EvrazHolding is a product of Russia's growth since the 1998 financial crisis and Mr Abramov is representative of the second wave of Russian magnates who went into business after the best assets had been taken.
Unlike the first wave of politically connected "oligarchs", such as Mikhail Khodorkovsky and Vladimir Potanin, Mr Abramov had neither political leverage nor financial resources to help him benefit from Russia's chaotic privatisation of the 1990s: "I did not believe privatisation was irreversible in this country and did not want to be part of it."
But in recent years Evraz-Holding has emerged as one of the most aggressive vertically integrated business groups in Russia. Its assets include three large steel mills, three coalmines and several ore-enriching plants, as well as a large commercial port, Nakhodka, in the east of the country.
Secrecy comes naturally to Mr Abramov, who initially seemed destined to become one of Russia's top scientists. He graduated from the elite Moscow Institute of Physics and Technology - Russia's answer to the Massachusetts Institute of Technology. By the age of 31 he was a deputy head of the Institute of High Temperatures, a research base for Russia's space and defence programme.
But state funding for research institutes dried up. "By 1990, it became clear that there (would) be no money for science in Russia. It was a simple choice - either I had to leave the country as many of my colleagues did, or to go into business," Mr Abramov says.
One option was to sell high technologies created by his institute. But he calculated it would take four to eight years to turn a scientific application into a commercial product: "The country was deteriorating so fast, I simply did not have time."

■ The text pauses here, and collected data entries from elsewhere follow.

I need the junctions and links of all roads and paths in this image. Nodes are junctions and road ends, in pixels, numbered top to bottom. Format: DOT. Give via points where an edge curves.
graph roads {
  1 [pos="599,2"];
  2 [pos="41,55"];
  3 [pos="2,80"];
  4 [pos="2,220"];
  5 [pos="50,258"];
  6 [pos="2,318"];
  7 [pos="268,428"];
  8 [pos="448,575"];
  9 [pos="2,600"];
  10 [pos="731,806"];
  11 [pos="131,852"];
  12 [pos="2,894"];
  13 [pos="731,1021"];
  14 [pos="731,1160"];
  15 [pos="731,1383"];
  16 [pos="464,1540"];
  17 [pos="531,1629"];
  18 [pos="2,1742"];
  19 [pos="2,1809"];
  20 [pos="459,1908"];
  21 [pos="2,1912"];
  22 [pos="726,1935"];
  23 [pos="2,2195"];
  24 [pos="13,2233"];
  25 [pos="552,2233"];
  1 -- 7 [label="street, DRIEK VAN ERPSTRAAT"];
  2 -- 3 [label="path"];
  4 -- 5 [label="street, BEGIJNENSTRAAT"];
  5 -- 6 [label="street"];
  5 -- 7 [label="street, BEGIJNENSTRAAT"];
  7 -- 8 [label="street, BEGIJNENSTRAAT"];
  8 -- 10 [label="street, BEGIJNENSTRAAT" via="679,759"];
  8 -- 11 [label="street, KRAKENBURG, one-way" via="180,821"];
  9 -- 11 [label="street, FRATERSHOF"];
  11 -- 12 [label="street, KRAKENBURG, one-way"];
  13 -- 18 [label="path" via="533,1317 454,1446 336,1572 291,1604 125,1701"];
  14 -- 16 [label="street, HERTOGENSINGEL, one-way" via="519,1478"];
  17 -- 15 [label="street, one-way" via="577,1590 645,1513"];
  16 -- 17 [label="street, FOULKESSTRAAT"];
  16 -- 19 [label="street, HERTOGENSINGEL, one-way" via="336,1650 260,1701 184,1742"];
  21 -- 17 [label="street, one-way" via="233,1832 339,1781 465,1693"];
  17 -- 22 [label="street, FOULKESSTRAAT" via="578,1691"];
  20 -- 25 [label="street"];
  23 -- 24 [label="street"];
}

He used his contacts with Russia's steel mills, which used high-temperature technologies, and offered his services not as a scientist but as a metal trader. "We had good contacts with the directors of those plants. They knew me personally and this helped me to get my first trading contracts."
Trading was a popular and quick way to make money in Russia in the early 1990s. The economy was shrinking, non-payment was a chronic problem and any offer of cash from a trader was welcomed by factories.
"The early 1990s were the years of rich traders and poor factories," says Yakov Pappe, a leading Russian economist and author of a Russian study on oligarchs.
By 1997, trading was less profitable and many trading companies, including Mr Abramov's, were owed large sums by producers. "This was the time when either factories started to buy trading companies, or traders started to buy factories," Mr Pappe says. Mr Abramov chose the latter and swapped debt for equity in the Nizhny Tagil steel mill, while also buying stakes in its rail-producing plant from other shareholders.
While the first wave of Russian oligarchs grabbed whatever assets they could, Mr Abramov acquired them in a much more focused way. He decided to build a monopoly for rail and steel construction products and looked for factories that would give him synergies.
The only other big factories making these products were in the industrial region of Kemerovo, also home to Russia's largest coalmines. Using his old trading contacts with coalmine bosses, Mr Abramov was introduced to Aman Tuleev, populist governor of the region. "In the west these kind of contacts are made in a golf club. In Russia you meet these people at some national day of a steel worker, over a shot of vodka," Mr Abramov says.
The two factories Mr Abramov was interested in were in bankruptcy in 1998. Salaries had not been paid for up to eight months and strikes were breaking out.
Mr Tuleev needed good managers. Mr Abramov needed the two factories. A deal was made. As a state creditor, Mr Tuleev would help appoint external managers loyal to EvrazHolding to run the steel mills. Mr Abramov would pay salaries and taxes, guarantee jobs and support Mr Tuleev's social projects.
This pitched Mr Abramov against Alfa Group, one of the most influential oligarch groups, which controlled one of the factories. "It was a tough battle for control and in the end we won. This was a non-core asset for Alfa and they had bigger fish to fry," he says. While groups such as Alfa were shedding non-core assets, Mr Abramov and his like were building empires. "Abramov managed to build his business from second-rate assets," says Mr Pappe.